Top of EXERCISE DATA

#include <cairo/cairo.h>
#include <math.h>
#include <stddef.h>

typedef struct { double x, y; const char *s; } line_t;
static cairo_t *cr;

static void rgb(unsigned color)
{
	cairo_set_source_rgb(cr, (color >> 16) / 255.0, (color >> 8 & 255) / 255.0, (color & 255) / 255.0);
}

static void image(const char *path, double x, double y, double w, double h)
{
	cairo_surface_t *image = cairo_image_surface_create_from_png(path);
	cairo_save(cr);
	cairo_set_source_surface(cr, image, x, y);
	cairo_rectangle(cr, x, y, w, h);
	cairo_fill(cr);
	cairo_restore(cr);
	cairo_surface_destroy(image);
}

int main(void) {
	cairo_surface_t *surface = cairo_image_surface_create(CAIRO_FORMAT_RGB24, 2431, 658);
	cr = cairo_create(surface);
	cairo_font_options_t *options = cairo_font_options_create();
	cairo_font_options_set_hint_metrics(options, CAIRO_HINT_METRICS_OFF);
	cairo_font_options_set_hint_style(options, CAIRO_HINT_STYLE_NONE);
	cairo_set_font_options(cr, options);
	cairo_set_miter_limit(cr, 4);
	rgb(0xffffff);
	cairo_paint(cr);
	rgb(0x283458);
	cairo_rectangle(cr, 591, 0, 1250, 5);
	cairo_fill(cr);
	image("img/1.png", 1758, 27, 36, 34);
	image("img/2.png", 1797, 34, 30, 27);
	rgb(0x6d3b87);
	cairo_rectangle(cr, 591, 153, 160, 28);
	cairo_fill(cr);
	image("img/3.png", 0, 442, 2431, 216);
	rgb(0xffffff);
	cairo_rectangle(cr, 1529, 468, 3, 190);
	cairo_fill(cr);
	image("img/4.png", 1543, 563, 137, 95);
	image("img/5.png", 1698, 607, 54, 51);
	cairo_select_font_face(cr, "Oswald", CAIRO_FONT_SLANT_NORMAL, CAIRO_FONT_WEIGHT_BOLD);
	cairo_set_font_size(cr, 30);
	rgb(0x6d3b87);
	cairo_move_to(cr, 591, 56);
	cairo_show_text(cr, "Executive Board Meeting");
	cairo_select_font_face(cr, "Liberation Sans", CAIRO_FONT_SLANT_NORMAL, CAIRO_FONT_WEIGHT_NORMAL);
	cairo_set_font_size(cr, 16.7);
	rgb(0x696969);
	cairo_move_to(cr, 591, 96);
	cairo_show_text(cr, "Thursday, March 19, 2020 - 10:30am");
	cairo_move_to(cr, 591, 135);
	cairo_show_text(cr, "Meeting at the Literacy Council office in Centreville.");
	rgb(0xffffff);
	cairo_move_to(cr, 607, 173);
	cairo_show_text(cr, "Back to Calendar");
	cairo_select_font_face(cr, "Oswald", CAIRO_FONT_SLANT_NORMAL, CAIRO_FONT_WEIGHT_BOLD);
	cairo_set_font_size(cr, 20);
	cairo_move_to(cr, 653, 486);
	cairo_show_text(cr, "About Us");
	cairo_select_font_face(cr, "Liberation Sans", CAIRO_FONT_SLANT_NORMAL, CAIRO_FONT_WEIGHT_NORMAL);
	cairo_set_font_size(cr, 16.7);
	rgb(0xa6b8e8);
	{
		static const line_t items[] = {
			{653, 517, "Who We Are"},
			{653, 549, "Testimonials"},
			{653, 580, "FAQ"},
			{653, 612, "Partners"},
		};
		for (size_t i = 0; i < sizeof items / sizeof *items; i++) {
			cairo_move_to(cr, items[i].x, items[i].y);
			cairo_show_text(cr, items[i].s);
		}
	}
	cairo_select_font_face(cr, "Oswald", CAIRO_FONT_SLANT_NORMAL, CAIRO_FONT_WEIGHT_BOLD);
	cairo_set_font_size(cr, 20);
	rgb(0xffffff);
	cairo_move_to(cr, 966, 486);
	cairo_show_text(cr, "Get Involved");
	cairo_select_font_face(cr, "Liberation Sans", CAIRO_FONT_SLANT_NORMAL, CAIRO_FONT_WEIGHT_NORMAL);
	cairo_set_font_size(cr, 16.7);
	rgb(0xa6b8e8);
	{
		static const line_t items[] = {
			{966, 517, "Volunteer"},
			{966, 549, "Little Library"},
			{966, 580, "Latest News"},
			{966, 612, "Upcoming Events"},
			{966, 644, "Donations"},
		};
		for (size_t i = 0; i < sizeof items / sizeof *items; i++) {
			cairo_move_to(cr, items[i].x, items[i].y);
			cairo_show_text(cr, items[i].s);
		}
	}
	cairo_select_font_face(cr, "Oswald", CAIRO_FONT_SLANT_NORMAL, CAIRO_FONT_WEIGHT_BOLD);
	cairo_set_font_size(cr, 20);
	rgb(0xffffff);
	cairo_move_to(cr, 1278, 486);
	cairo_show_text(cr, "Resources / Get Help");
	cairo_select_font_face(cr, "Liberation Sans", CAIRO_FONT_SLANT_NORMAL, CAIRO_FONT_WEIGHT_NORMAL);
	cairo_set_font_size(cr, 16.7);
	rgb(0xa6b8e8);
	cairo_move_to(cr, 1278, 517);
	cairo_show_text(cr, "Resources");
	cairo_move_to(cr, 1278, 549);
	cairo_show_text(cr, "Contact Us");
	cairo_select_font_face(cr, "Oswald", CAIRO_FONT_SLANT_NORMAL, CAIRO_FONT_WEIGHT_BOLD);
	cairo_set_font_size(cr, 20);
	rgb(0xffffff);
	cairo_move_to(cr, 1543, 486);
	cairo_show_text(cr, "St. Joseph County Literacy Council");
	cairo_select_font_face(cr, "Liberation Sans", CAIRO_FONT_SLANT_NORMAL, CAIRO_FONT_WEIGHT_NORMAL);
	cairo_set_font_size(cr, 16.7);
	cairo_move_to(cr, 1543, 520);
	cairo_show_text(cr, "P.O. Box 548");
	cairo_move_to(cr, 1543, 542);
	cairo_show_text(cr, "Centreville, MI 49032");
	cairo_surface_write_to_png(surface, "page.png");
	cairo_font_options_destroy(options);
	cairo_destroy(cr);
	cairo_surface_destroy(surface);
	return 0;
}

Bottom of EXERCISE DATA

WHAT IS BEING ASKED: Give again, word for word, every line of the listing above from the one with "static void rgb(unsigned color)" to the one with "cairo_save(cr);", both inclusive, and nothing beyond them.

THE COMPLETED TASK:
static void rgb(unsigned color)
{
	cairo_set_source_rgb(cr, (color >> 16) / 255.0, (color >> 8 & 255) / 255.0, (color & 255) / 255.0);
}

static void image(const char *path, double x, double y, double w, double h)
{
	cairo_surface_t *image = cairo_image_surface_create_from_png(path);
	cairo_save(cr);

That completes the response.